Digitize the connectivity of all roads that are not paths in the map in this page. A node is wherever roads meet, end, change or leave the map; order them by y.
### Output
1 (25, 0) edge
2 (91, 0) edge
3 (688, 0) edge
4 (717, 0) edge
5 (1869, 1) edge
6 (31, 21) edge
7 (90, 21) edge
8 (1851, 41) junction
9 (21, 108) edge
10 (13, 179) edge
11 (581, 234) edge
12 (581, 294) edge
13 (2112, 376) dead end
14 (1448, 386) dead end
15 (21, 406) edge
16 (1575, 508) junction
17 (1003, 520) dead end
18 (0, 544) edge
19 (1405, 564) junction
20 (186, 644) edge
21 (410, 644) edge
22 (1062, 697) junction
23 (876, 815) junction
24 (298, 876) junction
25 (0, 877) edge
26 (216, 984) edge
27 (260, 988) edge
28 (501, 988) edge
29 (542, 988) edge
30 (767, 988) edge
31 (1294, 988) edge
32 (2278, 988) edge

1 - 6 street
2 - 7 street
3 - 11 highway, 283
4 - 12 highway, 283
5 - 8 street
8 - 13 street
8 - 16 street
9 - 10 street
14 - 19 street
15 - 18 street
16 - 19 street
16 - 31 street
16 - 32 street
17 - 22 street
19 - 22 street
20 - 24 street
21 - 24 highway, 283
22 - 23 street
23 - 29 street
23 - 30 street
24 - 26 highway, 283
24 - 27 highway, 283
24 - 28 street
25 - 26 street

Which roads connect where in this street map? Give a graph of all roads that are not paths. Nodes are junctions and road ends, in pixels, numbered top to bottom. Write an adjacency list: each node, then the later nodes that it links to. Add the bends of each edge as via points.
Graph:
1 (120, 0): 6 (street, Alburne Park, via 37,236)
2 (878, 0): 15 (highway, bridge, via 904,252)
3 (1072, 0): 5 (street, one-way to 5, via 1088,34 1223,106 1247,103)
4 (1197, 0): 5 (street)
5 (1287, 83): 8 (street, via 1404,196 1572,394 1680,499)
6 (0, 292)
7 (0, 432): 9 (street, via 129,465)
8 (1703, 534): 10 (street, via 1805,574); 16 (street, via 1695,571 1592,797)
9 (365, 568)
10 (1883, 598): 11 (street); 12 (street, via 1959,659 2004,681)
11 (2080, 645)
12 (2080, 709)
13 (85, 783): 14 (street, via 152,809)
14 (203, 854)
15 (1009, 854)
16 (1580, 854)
▬▬▬
(Exercise): From the listing above, reproduce all the lines exactly.

(Your solution):
Digitize the connectivity of all roads that are not paths in the map in this page. A node is wherever roads meet, end, change or leave the map; order them by y.
### Output
1 (25, 0) edge
2 (91, 0) edge
3 (688, 0) edge
4 (717, 0) edge
5 (1869, 1) edge
6 (31, 21) edge
7 (90, 21) edge
8 (1851, 41) junction
9 (21, 108) edge
10 (13, 179) edge
11 (581, 234) edge
12 (581, 294) edge
13 (2112, 376) dead end
14 (1448, 386) dead end
15 (21, 406) edge
16 (1575, 508) junction
17 (1003, 520) dead end
18 (0, 544) edge
19 (1405, 564) junction
20 (186, 644) edge
21 (410, 644) edge
22 (1062, 697) junction
23 (876, 815) junction
24 (298, 876) junction
25 (0, 877) edge
26 (216, 984) edge
27 (260, 988) edge
28 (501, 988) edge
29 (542, 988) edge
30 (767, 988) edge
31 (1294, 988) edge
32 (2278, 988) edge

1 - 6 street
2 - 7 street
3 - 11 highway, 283
4 - 12 highway, 283
5 - 8 street
8 - 13 street
8 - 16 street
9 - 10 street
14 - 19 street
15 - 18 street
16 - 19 street
16 - 31 street
16 - 32 street
17 - 22 street
19 - 22 street
20 - 24 street
21 - 24 highway, 283
22 - 23 street
23 - 29 street
23 - 30 street
24 - 26 highway, 283
24 - 27 highway, 283
24 - 28 street
25 - 26 street

Which roads connect where in this street map? Give a graph of all roads that are not paths. Nodes are junctions and road ends, in pixels, numbered top to bottom. Write an adjacency list: each node, then the later nodes that it links to. Add the bends of each edge as via points.
Graph:
1 (120, 0): 6 (street, Alburne Park, via 37,236)
2 (878, 0): 15 (highway, bridge, via 904,252)
3 (1072, 0): 5 (street, one-way to 5, via 1088,34 1223,106 1247,103)
4 (1197, 0): 5 (street)
5 (1287, 83): 8 (street, via 1404,196 1572,394 1680,499)
6 (0, 292)
7 (0, 432): 9 (street, via 129,465)
8 (1703, 534): 10 (street, via 1805,574); 16 (street, via 1695,571 1592,797)
9 (365, 568)
10 (1883, 598): 11 (street); 12 (street, via 1959,659 2004,681)
11 (2080, 645)
12 (2080, 709)
13 (85, 783): 14 (street, via 152,809)
14 (203, 854)
15 (1009, 854)
16 (1580, 854)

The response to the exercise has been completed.